Go through the entries, filter for the word "Schmuckteile", and copy every line that has it.

Stored data entries
• • • • • • •

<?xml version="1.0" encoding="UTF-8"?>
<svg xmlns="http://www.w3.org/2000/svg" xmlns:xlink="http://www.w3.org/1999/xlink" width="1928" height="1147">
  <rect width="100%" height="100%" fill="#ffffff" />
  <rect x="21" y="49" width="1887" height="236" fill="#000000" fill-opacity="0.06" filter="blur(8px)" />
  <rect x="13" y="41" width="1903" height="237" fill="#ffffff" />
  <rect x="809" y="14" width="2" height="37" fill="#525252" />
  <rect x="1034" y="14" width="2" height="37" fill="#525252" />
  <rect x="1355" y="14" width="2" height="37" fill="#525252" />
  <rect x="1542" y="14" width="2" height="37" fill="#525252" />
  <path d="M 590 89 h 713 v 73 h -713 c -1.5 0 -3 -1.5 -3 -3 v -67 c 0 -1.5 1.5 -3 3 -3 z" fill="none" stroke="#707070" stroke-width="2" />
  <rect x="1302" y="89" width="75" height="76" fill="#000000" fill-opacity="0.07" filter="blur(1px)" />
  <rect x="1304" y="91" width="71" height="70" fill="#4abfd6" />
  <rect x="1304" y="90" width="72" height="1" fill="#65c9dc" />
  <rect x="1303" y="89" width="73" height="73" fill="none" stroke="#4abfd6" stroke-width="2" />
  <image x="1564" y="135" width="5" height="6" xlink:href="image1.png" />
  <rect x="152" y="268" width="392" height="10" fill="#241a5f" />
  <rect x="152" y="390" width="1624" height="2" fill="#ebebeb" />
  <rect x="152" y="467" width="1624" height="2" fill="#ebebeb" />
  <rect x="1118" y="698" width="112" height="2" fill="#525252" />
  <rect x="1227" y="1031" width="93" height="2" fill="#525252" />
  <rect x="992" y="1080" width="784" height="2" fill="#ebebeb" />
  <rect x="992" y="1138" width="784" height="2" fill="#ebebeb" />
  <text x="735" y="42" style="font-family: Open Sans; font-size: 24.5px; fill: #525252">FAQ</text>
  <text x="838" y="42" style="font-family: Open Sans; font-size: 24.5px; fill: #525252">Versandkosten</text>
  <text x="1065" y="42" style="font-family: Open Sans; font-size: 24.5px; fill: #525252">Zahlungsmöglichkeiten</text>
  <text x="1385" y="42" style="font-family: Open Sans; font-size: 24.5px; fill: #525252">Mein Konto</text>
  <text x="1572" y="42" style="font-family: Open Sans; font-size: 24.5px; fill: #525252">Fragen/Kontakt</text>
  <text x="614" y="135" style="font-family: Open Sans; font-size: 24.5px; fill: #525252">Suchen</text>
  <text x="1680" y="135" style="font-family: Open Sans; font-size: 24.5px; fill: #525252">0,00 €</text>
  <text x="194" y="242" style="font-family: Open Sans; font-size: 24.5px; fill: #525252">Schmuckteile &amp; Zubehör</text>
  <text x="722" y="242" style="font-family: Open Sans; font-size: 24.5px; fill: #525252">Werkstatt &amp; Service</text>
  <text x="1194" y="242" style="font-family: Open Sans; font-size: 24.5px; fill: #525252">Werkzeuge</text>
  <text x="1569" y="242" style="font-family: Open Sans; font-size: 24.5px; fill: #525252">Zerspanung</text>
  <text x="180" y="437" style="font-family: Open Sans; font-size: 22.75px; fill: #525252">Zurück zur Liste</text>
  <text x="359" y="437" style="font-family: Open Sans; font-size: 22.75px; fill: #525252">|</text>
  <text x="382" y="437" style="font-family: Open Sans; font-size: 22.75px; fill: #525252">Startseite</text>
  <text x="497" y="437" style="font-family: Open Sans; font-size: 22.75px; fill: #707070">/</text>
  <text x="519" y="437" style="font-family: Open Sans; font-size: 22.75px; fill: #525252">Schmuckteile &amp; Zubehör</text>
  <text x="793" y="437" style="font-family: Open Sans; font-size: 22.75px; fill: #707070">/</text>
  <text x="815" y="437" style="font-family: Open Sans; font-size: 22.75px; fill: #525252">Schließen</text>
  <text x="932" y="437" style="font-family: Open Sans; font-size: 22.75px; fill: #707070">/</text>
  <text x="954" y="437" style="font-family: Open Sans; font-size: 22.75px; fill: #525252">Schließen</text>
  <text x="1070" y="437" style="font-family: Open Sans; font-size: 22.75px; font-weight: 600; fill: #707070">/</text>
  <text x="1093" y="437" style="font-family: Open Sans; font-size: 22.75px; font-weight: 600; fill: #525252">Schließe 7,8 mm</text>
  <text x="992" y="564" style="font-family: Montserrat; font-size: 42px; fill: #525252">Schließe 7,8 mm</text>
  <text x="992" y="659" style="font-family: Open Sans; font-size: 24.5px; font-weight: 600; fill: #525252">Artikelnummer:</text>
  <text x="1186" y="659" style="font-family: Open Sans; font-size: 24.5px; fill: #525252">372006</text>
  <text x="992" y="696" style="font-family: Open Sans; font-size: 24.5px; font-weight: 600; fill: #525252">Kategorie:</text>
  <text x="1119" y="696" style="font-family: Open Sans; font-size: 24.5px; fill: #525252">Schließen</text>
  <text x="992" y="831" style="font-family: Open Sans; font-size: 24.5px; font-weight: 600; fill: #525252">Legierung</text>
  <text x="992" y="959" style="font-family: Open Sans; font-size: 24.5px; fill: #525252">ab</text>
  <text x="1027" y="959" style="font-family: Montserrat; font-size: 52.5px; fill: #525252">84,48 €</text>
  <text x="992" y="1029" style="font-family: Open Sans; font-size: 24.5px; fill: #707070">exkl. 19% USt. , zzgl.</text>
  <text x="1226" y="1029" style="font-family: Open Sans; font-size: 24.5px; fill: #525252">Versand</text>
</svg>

• • • • • • •

- **Response area**:
  <text x="194" y="242" style="font-family: Open Sans; font-size: 24.5px; fill: #525252">Schmuckteile &amp; Zubehör</text>
  <text x="519" y="437" style="font-family: Open Sans; font-size: 22.75px; fill: #525252">Schmuckteile &amp; Zubehör</text>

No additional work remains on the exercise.